The Universal Speech Translation Advanced Research Consortium (U-STAR) is an international research collaboration entity formed to develop a network-based speech-to-speech translation (S2ST) with the aim of breaking language barriers around the world and to implement vocal communication between different languages.In 2010, as an initiative of U-STAR, international communication protocols were standardized and approved by the ITU-T; Recommendations F.745 [4], and H.625 [5], enabling speech-to-speech translation (S2ST) modules to be connected across the globe over networks. Below are the Excerpts from these recommendations:
Network-based speech-to-speech translation services
This Recommendation specifies the service description and the requirements for speech-to-speech translation (S2ST) accomplished by connecting distributed S2ST modules all over the world through a network. This service provides S2ST that recognizes the speech in one language, translates the recognized speech into another language, and then synthesizes the translation into speech. People who speak different languages can communicate using this service.
The applications and services using network-based S2ST technologies are characterized by the following components:
S2ST client
S2ST servers
-
Speech recognition: speech is recognized and transcribed;
-
Machine translation: text in source language is translated into text in target language;
-
Speech synthesis: speech signal is created from text.
Communication protocol
In order to extend the network-based S2ST to other modalities (e.g., sign language), a communication protocol is incorporated for modality conversion (MC), which converts single/multiple modality information to different single/multiple modality information. The communication protocol for MC needs to have an expandable structure.
Modality conversion markup language (MCML)

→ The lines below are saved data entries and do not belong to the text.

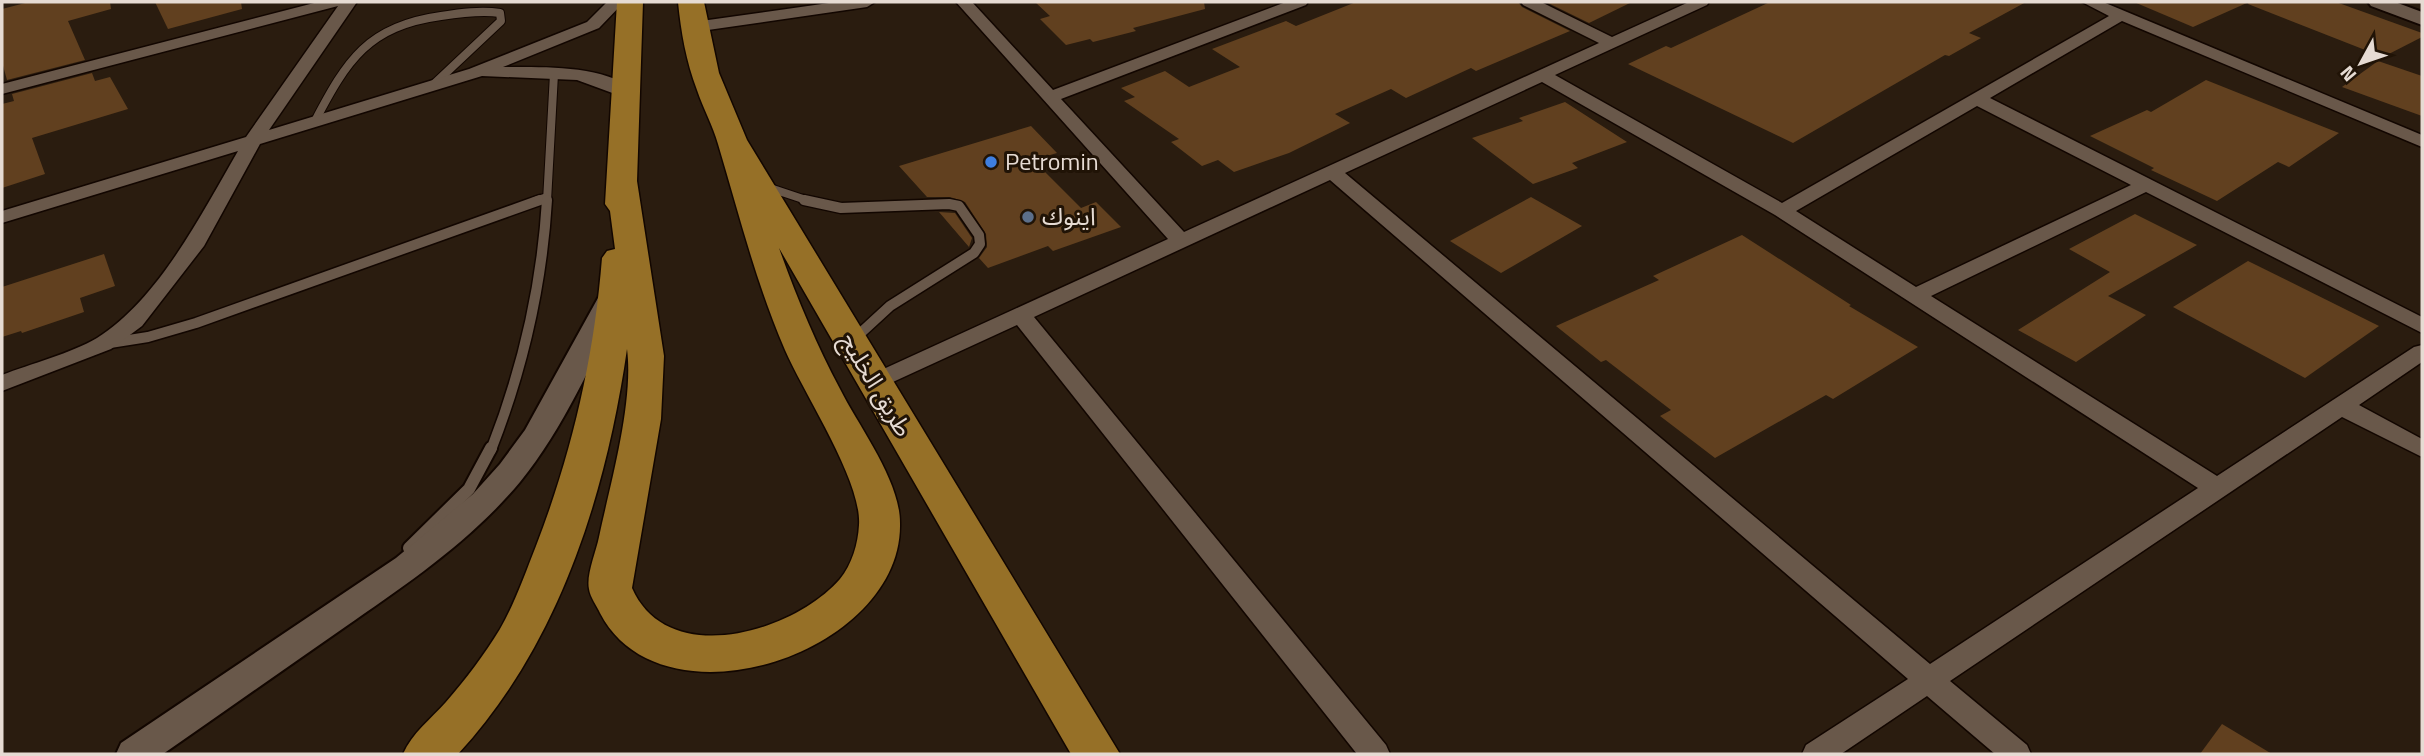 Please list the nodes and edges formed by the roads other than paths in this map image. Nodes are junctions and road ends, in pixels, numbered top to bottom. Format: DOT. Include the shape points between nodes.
graph roads {
  1 [pos="335,2"];
  2 [pos="349,2"];
  3 [pos="616,2"];
  4 [pos="630,2"];
  5 [pos="867,2"];
  6 [pos="964,2"];
  7 [pos="1253,2"];
  8 [pos="1300,2"];
  9 [pos="1529,2"];
  10 [pos="1701,2"];
  11 [pos="2090,2"];
  12 [pos="2378,2"];
  13 [pos="692,14"];
  14 [pos="1267,14"];
  15 [pos="2122,15"];
  16 [pos="2416,16"];
  17 [pos="1612,43"];
  18 [pos="544,45"];
  19 [pos="536,72"];
  20 [pos="475,73"];
  21 [pos="554,74"];
  22 [pos="1542,75"];
  23 [pos="433,85"];
  24 [pos="2,89"];
  25 [pos="626,93"];
  26 [pos="1050,97"];
  27 [pos="1978,99"];
  28 [pos="315,121"];
  29 [pos="254,139"];
  30 [pos="733,140"];
  31 [pos="2422,142"];
  32 [pos="1332,172"];
  33 [pos="622,181"];
  34 [pos="760,185"];
  35 [pos="2146,185"];
  36 [pos="547,197"];
  37 [pos="1782,211"];
  38 [pos="2,218"];
  39 [pos="1181,242"];
  40 [pos="617,286"];
  41 [pos="1915,296"];
  42 [pos="1021,314"];
  43 [pos="2422,326"];
  44 [pos="851,342"];
  45 [pos="103,344"];
  46 [pos="2422,352"];
  47 [pos="874,382"];
  48 [pos="2,383"];
  49 [pos="2342,406"];
  50 [pos="2422,449"];
  51 [pos="2217,488"];
  52 [pos="341,615"];
  53 [pos="1928,680"];
  54 [pos="134,754"];
  55 [pos="427,754"];
  56 [pos="1096,754"];
  57 [pos="1376,754"];
  58 [pos="1817,754"];
  59 [pos="2016,754"];
  1 -- 24 [label="street"];
  2 -- 29 [label="street"];
  3 -- 18 [label="street" via="593,25"];
  4 -- 25 [label="main road"];
  5 -- 13 [label="street"];
  6 -- 26 [label="street"];
  7 -- 14 [label="street"];
  8 -- 14 [label="street"];
  9 -- 17 [label="street"];
  10 -- 17 [label="street"];
  11 -- 15 [label="street"];
  12 -- 16 [label="street"];
  13 -- 30 [label="main road, طريق الخليج" via="707,86"];
  14 -- 26 [label="street"];
  15 -- 27 [label="street"];
  15 -- 31 [label="street"];
  17 -- 22 [label="street"];
  18 -- 19 [label="street" via="533,57"];
  18 -- 20 [label="street"];
  19 -- 20 [label="street"];
  19 -- 21 [label="street"];
  20 -- 23 [label="street"];
  21 -- 25 [label="street" via="594,77"];
  21 -- 36 [label="lane"];
  22 -- 32 [label="street"];
  22 -- 37 [label="street"];
  23 -- 28 [label="street"];
  23 -- 28 [label="lane" via="501,21 500,13 489,10 420,18 392,27 347,64"];
  25 -- 33 [label="main road"];
  26 -- 39 [label="street"];
  27 -- 35 [label="street"];
  27 -- 37 [label="street"];
  28 -- 29 [label="street"];
  29 -- 38 [label="street"];
  29 -- 45 [label="street" via="194,246 134,321"];
  30 -- 33 [label="main road" via="772,275 873,493 881,521 879,549 849,598 820,621 782,641 745,651 671,649 643,635 621,614 610,588 642,419 646,356"];
  30 -- 34 [label="main road, طريق الخليج"];
  32 -- 39 [label="street"];
  32 -- 53 [label="street"];
  33 -- 40 [label="main road"];
  34 -- 44 [label="main road, طريق الخليج"];
  34 -- 44 [label="lane" via="841,208 959,206 979,235 974,253 890,306"];
  35 -- 41 [label="street"];
  35 -- 43 [label="street"];
  36 -- 45 [label="lane" via="196,323"];
  36 -- 52 [label="lane" via="532,309 505,414 489,454 469,489"];
  37 -- 41 [label="street"];
  39 -- 42 [label="street"];
  40 -- 52 [label="street" via="521,459 448,534"];
  40 -- 55 [label="main road" via="583,467 537,597 511,650 484,690"];
  41 -- 51 [label="street"];
  42 -- 47 [label="street"];
  42 -- 57 [label="street"];
  44 -- 47 [label="main road, طريق الخليج"];
  45 -- 48 [label="street"];
  46 -- 49 [label="street"];
  47 -- 56 [label="main road, طريق الخليج"];
  49 -- 50 [label="street"];
  49 -- 51 [label="street"];
  51 -- 53 [label="street"];
  52 -- 54 [label="street"];
  53 -- 58 [label="street"];
  53 -- 59 [label="street"];
}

The leveraging of S2ST technologies in a pragmatic manner, which has long been one of mankind’s dreams, may have a significant impact on tourism, social services, safety, and security. To construct S2ST systems, automatic speech recognition (ASR), machine translation (MT) and text-to-speech synthesis (TTS) must be built for source and target languages by collecting speech and language data, such as audio data, its manual transcriptions, pronunciation lexica for each word, parallel corpora for translation and so on.
It is very difficult for individual organizations to build S2ST systems covering all topics and languages. However, by interconnecting ASR, MT and TTS modules developed by separate organizations and distributed globally through a network, one can create S2ST systems that break the world’s language barriers.
The consortium is working collaboratively to collect language corpora, create common speech recognition and translation dictionaries, develop Web service speech translation modules for the various Asian languages, and standardize interfaces and data formats that facilitate the international interaction among the different speech translation modules from different countries.
The system is being designed to translate common spoken utterances of travel conversations from a certain source language into multiple target languages in order to facilitate multiparty travel conversations between people speaking different languages. Each consortium member contributes one or more of the following spoken language technologies: automatic speech recognition (ASR), machine translation (MT), and text-to-speech (TTS) through Web servers. Currently, the system is covering 23 languages aiming 23*22/2 S2S systems.
Figure 1 illustrates an example where a spoken Source Language utterance is recognized and converted into Source Language text; this is then translated into Target Language text, which is synthesized into Target Language speech [1].
In a loosely coupled system, these three components are connected in a sequential style: ASR converts user’s speech to text in source language and then MT translates the source text into the target language. Finally TTS creates the synthesized speech from the target text.